--- SUPPLIED ENTRIES Enclosed Below ---
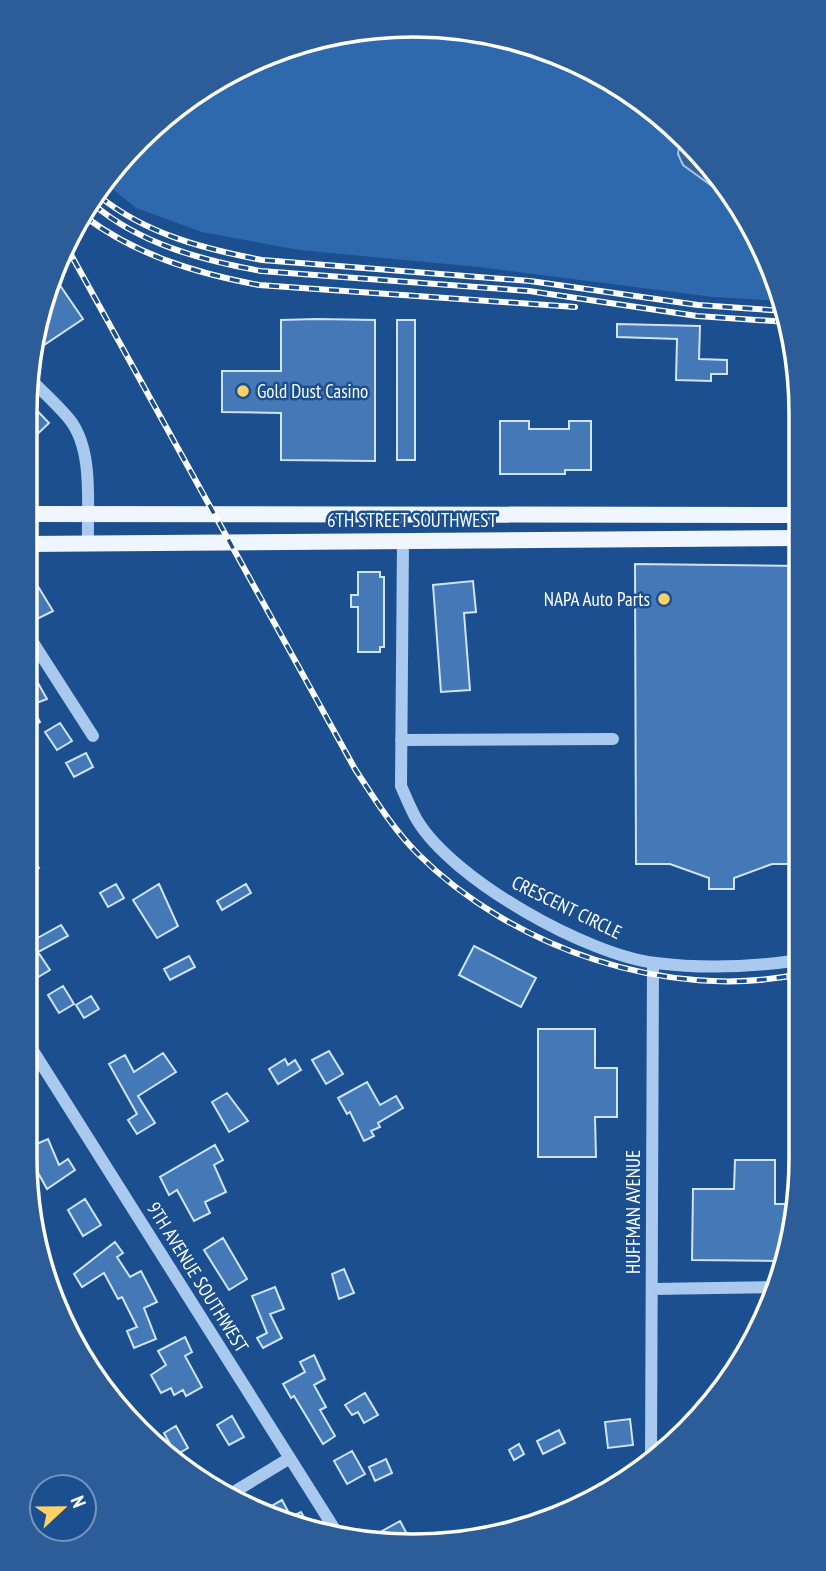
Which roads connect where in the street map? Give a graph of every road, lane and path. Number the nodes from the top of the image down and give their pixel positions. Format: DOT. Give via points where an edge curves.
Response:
graph roads {
  1 [pos="38,387"];
  2 [pos="37,514"];
  3 [pos="87,514"];
  4 [pos="789,514"];
  5 [pos="789,538"];
  6 [pos="403,541"];
  7 [pos="88,543"];
  8 [pos="37,544"];
  9 [pos="37,649"];
  10 [pos="93,736"];
  11 [pos="401,740"];
  12 [pos="613,740"];
  13 [pos="789,961"];
  14 [pos="653,963"];
  15 [pos="37,1057"];
  16 [pos="766,1287"];
  17 [pos="652,1289"];
  18 [pos="651,1449"];
  19 [pos="289,1458"];
  20 [pos="237,1490"];
  21 [pos="332,1525"];
  1 -- 3 [label="street" via="71,421 79,437"];
  2 -- 3 [label="main road, 6TH STREET SOUTHWEST"];
  3 -- 4 [label="main road, 6TH STREET SOUTHWEST"];
  3 -- 7 [label="street"];
  5 -- 6 [label="main road, 6TH STREET SOUTHWEST"];
  6 -- 7 [label="main road, 6TH STREET SOUTHWEST"];
  6 -- 11 [label="street, CRESCENT CIRCLE"];
  7 -- 8 [label="main road, 6TH STREET SOUTHWEST"];
  9 -- 10 [label="street"];
  11 -- 12 [label="street"];
  11 -- 14 [label="street, CRESCENT CIRCLE" via="401,786 418,822 474,878 507,902 572,935"];
  13 -- 14 [label="street, CRESCENT CIRCLE" via="702,967"];
  14 -- 17 [label="street, HUFFMAN AVENUE"];
  15 -- 19 [label="street, 9TH AVENUE SOUTHWEST"];
  16 -- 17 [label="street"];
  17 -- 18 [label="street, HUFFMAN AVENUE"];
  19 -- 20 [label="street"];
  19 -- 21 [label="street, 9TH AVENUE SOUTHWEST"];
}
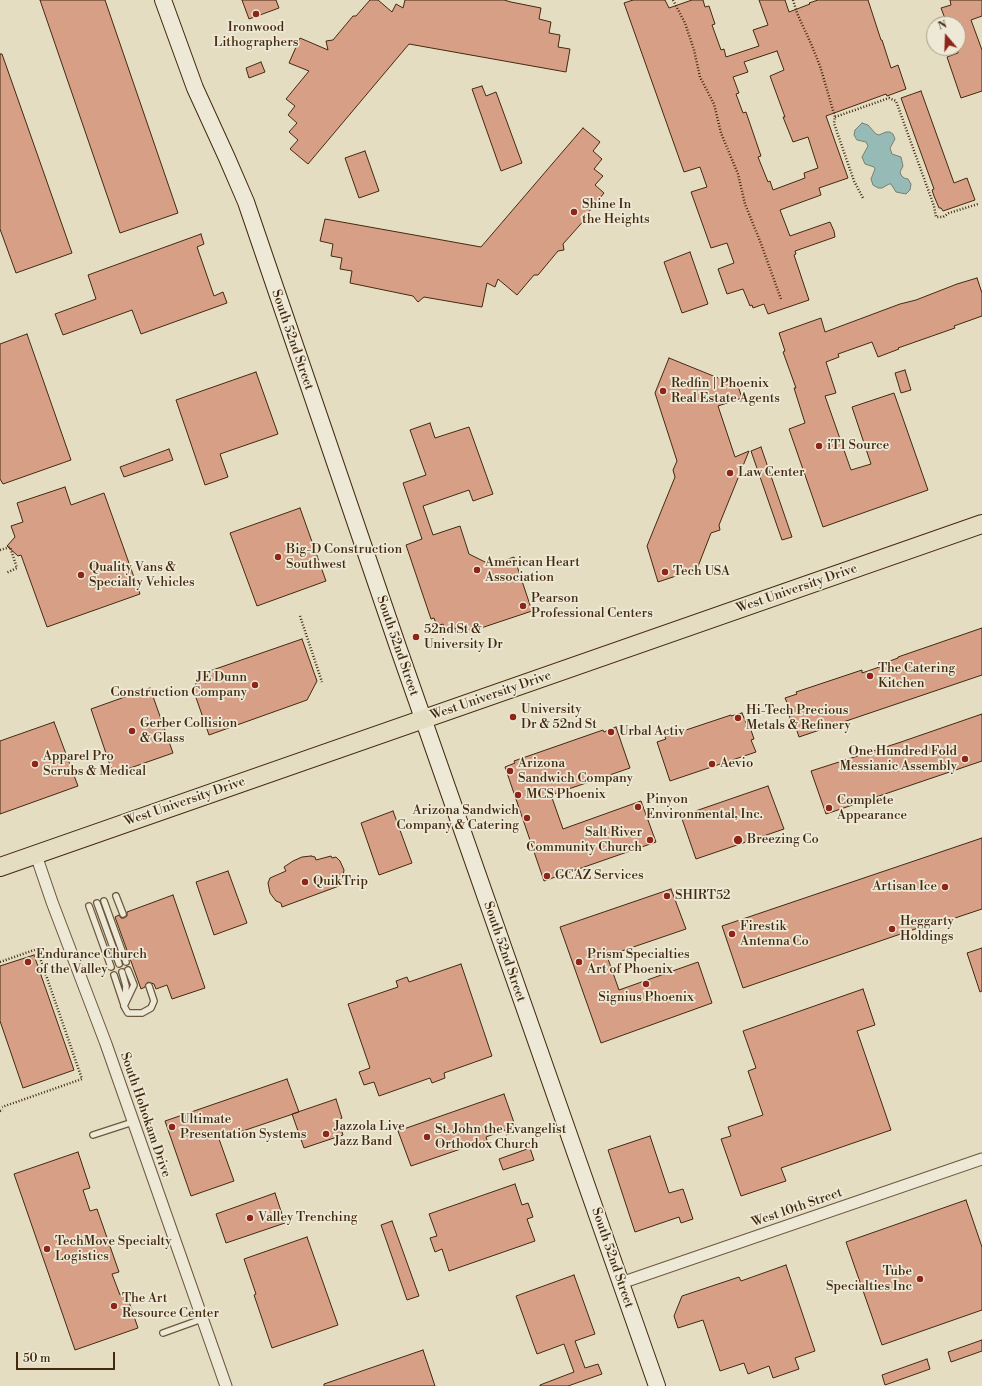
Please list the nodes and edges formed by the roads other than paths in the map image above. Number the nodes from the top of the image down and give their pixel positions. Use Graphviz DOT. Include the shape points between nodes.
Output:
graph roads {
  1 [pos="163,0"];
  2 [pos="982,524"];
  3 [pos="423,719"];
  4 [pos="36,854"];
  5 [pos="0,867"];
  6 [pos="116,896"];
  7 [pos="104,901"];
  8 [pos="97,903"];
  9 [pos="89,906"];
  10 [pos="123,914"];
  11 [pos="126,962"];
  12 [pos="119,964"];
  13 [pos="111,967"];
  14 [pos="128,970"];
  15 [pos="122,972"];
  16 [pos="114,975"];
  17 [pos="149,986"];
  18 [pos="124,1006"];
  19 [pos="133,1122"];
  20 [pos="93,1135"];
  21 [pos="982,1159"];
  22 [pos="621,1283"];
  23 [pos="202,1319"];
  24 [pos="163,1333"];
  25 [pos="226,1386"];
  26 [pos="657,1386"];
  1 -- 3 [label="main road, South 52nd Street" via="195,88 246,202"];
  2 -- 3 [label="main road, West University Drive"];
  3 -- 4 [label="main road, West University Drive"];
  3 -- 22 [label="main road, South 52nd Street"];
  4 -- 5 [label="main road, West University Drive"];
  4 -- 19 [label="street, South Hohokam Drive"];
  6 -- 10 [label="lane"];
  7 -- 11 [label="lane"];
  8 -- 12 [label="lane"];
  9 -- 13 [label="lane"];
  14 -- 18 [label="lane" via="134,985"];
  15 -- 18 [label="lane" via="126,986"];
  16 -- 18 [label="lane"];
  17 -- 18 [label="lane" via="154,1001 151,1008 142,1013 131,1014"];
  19 -- 20 [label="lane"];
  19 -- 23 [label="street, South Hohokam Drive"];
  21 -- 22 [label="street, West 10th Street"];
  22 -- 26 [label="main road, South 52nd Street"];
  23 -- 24 [label="lane"];
  23 -- 25 [label="street, South Hohokam Drive"];
}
--- End of Enclosed SUPPLIED ENTRIES ---
TASK REQUIREMENTS: Return the lines above that include the string "nodes".

RESPONSE TO THIS TASK:
Which roads connect where in the street map? Give a graph of every road, lane and path. Number the nodes from the top of the image down and give their pixel positions. Format: DOT. Give via points where an edge curves.
Please list the nodes and edges formed by the roads other than paths in the map image above. Number the nodes from the top of the image down and give their pixel positions. Use Graphviz DOT. Include the shape points between nodes.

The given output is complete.